Action item:
From the records below, find each line with the string "wrist" and copy it.

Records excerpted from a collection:

---+---

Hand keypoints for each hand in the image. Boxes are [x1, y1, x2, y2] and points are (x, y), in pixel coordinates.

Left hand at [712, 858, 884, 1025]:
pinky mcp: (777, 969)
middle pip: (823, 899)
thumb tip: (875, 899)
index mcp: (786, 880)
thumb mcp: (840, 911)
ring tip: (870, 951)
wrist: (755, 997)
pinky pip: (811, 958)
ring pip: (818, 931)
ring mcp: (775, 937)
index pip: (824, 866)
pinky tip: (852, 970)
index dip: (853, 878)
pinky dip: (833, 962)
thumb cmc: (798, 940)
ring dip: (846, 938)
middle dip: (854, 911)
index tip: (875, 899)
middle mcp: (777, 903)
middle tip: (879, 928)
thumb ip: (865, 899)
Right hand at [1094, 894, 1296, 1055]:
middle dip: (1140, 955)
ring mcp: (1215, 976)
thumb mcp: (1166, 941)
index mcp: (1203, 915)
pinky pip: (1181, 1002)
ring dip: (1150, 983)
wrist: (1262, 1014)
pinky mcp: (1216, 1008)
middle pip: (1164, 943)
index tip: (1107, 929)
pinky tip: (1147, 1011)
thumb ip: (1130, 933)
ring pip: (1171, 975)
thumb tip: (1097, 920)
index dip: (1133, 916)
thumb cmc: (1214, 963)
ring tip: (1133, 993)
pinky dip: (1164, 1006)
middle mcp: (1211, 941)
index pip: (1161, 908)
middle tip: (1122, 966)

---+---

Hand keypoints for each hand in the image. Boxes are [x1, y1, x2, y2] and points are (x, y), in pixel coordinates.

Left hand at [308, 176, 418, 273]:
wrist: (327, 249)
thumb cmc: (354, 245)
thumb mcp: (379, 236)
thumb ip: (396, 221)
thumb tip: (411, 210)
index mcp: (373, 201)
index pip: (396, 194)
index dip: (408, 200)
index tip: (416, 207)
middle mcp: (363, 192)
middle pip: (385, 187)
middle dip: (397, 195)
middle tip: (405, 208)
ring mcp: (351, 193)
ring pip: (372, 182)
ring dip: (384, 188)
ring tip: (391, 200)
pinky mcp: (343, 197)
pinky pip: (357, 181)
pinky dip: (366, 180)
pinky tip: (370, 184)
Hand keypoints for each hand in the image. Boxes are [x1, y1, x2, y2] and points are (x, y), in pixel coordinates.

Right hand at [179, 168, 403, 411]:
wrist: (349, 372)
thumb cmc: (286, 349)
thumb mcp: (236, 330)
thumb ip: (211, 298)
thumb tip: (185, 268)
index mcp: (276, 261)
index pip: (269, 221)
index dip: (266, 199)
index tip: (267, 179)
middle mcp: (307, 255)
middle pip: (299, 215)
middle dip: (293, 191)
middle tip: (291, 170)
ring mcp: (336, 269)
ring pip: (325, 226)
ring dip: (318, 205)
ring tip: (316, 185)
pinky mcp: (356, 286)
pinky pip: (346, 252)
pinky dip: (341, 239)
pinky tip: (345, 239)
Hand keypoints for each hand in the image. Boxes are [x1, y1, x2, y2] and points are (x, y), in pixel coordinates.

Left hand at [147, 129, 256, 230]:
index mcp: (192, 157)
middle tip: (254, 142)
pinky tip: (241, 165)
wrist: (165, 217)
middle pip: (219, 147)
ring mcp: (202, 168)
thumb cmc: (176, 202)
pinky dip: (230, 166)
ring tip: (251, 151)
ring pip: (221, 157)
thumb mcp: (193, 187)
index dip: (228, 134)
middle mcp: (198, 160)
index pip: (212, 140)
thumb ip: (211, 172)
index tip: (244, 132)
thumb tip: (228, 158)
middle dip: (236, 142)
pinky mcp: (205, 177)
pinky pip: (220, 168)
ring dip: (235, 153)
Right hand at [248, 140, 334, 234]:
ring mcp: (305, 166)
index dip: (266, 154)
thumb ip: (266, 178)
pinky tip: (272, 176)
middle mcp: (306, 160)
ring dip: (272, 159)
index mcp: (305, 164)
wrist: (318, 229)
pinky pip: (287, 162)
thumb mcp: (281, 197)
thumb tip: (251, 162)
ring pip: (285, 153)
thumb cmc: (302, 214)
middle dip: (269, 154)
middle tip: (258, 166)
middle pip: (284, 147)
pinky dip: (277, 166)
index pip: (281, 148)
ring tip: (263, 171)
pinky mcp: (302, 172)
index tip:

---+---

Response to this exercise:
wrist: (755, 997)
wrist: (1262, 1014)
wrist: (327, 249)
wrist: (349, 372)
wrist: (165, 217)
wrist: (318, 229)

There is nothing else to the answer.